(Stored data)
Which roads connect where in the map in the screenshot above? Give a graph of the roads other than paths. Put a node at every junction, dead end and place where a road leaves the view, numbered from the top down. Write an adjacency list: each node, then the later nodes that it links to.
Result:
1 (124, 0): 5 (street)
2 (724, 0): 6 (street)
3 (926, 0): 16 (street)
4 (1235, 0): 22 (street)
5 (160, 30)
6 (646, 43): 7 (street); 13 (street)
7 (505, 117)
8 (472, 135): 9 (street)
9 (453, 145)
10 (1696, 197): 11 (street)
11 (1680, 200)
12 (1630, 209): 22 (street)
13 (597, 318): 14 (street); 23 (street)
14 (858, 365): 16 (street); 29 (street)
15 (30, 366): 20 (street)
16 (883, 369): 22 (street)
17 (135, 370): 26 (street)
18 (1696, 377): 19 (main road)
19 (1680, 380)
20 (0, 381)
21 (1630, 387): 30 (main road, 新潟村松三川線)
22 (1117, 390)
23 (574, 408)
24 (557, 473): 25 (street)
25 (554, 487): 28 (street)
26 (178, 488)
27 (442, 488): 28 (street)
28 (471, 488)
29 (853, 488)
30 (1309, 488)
...
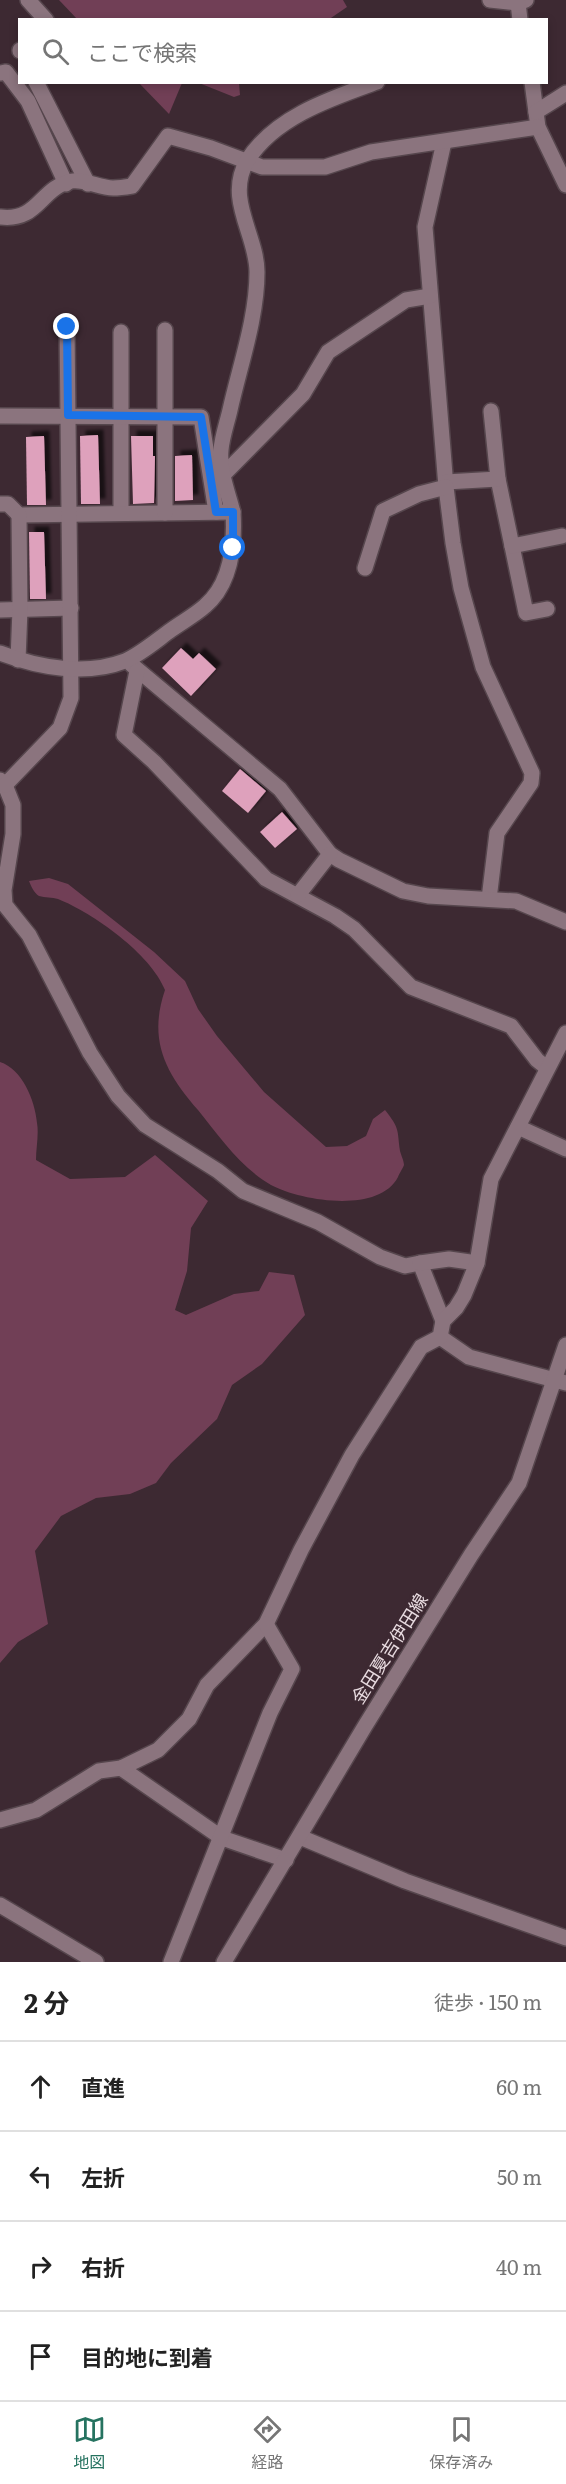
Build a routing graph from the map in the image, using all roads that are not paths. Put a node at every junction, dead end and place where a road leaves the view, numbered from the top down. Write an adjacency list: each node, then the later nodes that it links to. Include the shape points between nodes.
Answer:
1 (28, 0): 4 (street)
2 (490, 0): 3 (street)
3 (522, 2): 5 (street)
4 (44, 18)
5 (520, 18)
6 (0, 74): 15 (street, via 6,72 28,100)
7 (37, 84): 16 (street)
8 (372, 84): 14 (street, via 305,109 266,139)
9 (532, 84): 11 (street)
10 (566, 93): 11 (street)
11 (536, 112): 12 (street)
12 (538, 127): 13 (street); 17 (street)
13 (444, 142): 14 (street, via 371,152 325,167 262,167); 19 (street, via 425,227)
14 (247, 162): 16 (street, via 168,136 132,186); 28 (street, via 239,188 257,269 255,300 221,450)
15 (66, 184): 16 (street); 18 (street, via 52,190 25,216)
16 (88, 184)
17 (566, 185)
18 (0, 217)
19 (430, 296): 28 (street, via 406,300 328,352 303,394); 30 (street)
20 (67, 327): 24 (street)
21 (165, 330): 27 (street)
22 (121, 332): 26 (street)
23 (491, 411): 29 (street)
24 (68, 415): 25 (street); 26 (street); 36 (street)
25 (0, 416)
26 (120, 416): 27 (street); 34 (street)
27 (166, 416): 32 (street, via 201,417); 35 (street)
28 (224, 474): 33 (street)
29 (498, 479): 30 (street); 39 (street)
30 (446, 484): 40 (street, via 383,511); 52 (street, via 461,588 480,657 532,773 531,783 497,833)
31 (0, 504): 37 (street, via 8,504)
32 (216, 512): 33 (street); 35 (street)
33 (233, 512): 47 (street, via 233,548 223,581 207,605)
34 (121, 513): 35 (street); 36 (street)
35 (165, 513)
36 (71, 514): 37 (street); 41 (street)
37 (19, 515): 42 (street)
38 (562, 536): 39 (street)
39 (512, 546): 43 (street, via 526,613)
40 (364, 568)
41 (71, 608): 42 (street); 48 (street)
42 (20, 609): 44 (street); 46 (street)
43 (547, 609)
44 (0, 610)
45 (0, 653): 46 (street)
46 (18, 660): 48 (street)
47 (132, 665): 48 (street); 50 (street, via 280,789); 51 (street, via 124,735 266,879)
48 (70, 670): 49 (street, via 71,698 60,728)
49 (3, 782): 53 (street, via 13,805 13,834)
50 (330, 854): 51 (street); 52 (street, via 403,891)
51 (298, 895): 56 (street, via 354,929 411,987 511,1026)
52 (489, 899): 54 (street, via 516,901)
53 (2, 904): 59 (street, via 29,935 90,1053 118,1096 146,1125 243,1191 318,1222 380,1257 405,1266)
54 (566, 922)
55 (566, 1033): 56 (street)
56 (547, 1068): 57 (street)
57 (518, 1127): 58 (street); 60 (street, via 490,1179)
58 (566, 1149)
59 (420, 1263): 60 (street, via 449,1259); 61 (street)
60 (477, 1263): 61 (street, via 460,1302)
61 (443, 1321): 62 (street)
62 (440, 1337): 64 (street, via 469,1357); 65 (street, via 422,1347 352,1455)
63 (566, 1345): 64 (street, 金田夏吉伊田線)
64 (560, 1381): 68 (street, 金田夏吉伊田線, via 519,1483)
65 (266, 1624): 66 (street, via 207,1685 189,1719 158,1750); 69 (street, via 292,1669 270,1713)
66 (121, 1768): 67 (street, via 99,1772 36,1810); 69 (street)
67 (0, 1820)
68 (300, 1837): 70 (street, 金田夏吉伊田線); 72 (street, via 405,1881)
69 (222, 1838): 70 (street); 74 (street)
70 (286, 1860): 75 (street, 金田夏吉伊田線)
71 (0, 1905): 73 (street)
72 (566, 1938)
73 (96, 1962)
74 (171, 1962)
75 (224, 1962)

- WHAT THE TASK ASKS -
Work out how many lines above include the string "roads", then give that number alone.

- RESULT OF THIS TASK -
2